**SOURCE DATA:**
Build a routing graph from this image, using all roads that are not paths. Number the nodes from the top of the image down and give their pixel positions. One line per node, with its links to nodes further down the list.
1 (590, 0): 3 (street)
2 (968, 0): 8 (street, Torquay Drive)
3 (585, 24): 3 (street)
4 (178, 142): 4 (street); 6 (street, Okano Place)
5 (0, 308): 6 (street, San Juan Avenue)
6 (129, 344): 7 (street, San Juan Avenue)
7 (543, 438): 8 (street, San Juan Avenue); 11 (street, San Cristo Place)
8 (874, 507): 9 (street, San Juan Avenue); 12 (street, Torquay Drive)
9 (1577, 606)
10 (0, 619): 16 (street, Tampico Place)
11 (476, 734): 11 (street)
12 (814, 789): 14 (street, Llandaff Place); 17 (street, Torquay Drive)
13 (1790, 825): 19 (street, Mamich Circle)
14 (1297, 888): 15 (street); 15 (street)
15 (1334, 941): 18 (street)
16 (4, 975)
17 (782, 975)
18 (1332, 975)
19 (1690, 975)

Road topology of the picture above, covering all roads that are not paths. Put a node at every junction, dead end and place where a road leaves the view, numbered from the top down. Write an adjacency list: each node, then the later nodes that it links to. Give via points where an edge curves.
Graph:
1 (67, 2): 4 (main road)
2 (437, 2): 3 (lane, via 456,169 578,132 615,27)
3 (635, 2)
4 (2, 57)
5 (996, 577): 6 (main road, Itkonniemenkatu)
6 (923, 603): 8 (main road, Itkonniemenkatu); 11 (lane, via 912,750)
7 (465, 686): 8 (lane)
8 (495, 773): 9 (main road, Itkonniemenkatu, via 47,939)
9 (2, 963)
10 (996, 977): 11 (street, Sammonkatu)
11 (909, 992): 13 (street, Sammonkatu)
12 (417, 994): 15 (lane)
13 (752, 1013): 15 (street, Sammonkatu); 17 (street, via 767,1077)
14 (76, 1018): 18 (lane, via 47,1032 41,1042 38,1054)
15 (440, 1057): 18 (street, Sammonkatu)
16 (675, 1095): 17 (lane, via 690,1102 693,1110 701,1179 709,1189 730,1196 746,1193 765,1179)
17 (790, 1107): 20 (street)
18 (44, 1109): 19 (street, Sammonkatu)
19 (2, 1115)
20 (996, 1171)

**WHAT IS BEING ASKED:** The answer should consist of the lines from the first line of the entries through the line with "Road topology of", copied exactly.

**RESULT OF THE TASK:**
Build a routing graph from this image, using all roads that are not paths. Number the nodes from the top of the image down and give their pixel positions. One line per node, with its links to nodes further down the list.
1 (590, 0): 3 (street)
2 (968, 0): 8 (street, Torquay Drive)
3 (585, 24): 3 (street)
4 (178, 142): 4 (street); 6 (street, Okano Place)
5 (0, 308): 6 (street, San Juan Avenue)
6 (129, 344): 7 (street, San Juan Avenue)
7 (543, 438): 8 (street, San Juan Avenue); 11 (street, San Cristo Place)
8 (874, 507): 9 (street, San Juan Avenue); 12 (street, Torquay Drive)
9 (1577, 606)
10 (0, 619): 16 (street, Tampico Place)
11 (476, 734): 11 (street)
12 (814, 789): 14 (street, Llandaff Place); 17 (street, Torquay Drive)
13 (1790, 825): 19 (street, Mamich Circle)
14 (1297, 888): 15 (street); 15 (street)
15 (1334, 941): 18 (street)
16 (4, 975)
17 (782, 975)
18 (1332, 975)
19 (1690, 975)

Road topology of the picture above, covering all roads that are not paths. Put a node at every junction, dead end and place where a road leaves the view, numbered from the top down. Write an adjacency list: each node, then the later nodes that it links to. Give via points where an edge curves.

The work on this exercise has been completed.